Pugh preaches the benefits of Holly’s healthy lifestyle as if it didn’t cross her mind how hard it might be for many families to emulate it. This comes out most clearly in Fruits Come in Colors like the Rainbow. Holly’s family does not live in a food desert and the food budget is sufficiently generous that her parents can take her on an educational trip to the grocery store where she’s allowedto chose fruits that match the favorite colors in her crayon set (Holly, who looks seven or eight in this book, is surely too old to be thrilled by this proposition). The scenes in the produce department look as if they were created by someone who has never gone food shopping. The strawberries, cherries, and blueberries, which have not been drawn to scale, are packed loose instead of in containers. (Examine the pictures carefully and you’ll see that some of the fruits have been drawn and others Photoshopped in). Instead of bagging the fruits and arranging them carefully to protect the delicate ones, Holly and her mother just pile them into the cart, where they are will get bumped and squashed before they check out.
The mixed messages of the Healthy Holly books may be the result Pugh’s inexperience as a writer, more than her desire to find alternative sources to finance her political ambitions. Whatever the circumstances and motivations, these amateurish picture books are on a par with most children’s books being published outside normal trade channels. Pugh didn’t have to rely on Amazon.com to distribute her works, having set up an LLC for the purpose. For less savvy writers, Amazon offer a means to promote values they believe are not being voiced loud enough by the majority culture. Forgoing the services of a professional editor may be seen as a trade-off worth taking: knowing that the message will not be diluted may be more important to the aspiring author than good grammar, attention to accidentals, and competent production.
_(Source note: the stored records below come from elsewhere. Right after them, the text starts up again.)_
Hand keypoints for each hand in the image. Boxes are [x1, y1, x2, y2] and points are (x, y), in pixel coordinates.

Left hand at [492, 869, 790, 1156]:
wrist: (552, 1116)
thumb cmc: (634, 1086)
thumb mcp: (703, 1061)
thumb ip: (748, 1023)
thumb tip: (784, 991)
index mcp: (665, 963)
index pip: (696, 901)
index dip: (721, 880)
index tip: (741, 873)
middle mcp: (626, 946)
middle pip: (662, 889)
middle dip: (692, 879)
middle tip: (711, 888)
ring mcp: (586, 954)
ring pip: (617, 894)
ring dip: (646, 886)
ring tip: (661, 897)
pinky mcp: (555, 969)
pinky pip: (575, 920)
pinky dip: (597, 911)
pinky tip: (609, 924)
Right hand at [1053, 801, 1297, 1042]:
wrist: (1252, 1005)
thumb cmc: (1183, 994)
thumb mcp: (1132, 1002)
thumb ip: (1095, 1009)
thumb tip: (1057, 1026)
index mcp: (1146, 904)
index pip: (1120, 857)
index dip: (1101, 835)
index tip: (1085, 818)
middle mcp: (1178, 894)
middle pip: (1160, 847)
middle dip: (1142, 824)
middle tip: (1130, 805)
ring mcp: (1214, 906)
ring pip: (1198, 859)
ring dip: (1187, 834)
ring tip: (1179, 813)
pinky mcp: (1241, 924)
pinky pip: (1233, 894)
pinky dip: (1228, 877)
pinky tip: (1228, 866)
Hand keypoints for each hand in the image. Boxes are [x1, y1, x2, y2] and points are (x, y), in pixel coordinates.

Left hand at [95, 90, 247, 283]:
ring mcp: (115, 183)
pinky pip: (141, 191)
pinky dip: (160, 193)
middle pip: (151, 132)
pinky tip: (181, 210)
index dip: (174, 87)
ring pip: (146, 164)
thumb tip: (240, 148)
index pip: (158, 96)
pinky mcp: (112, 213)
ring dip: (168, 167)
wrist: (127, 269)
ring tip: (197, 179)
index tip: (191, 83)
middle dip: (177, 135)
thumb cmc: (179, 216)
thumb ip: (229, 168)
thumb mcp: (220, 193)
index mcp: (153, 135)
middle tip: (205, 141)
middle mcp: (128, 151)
In the end, it comes down to this: why would a young reader trust Holly as an exemplar? She acts as if she would never ever sit on the couch watching cartoons, drinking soda, and crunching Pringles. Doesn’t she ever struggle to overcome the temptation to eat tasty foods laden with salt, sugar, and preservatives that are full of empty calories? Her mom knows her nutrition and has the money to buy accordingly. But what about a working mom without access to decent grocery stores, money to buy fresh produce, and time to cook? In Holly’s fantasy world it’s no more complicated than just saying “No,” which is, of course, a big, fat lie. Aspiring and doing are two different things and the ability to do so may depend largely on the socio-economic class a person belongs to.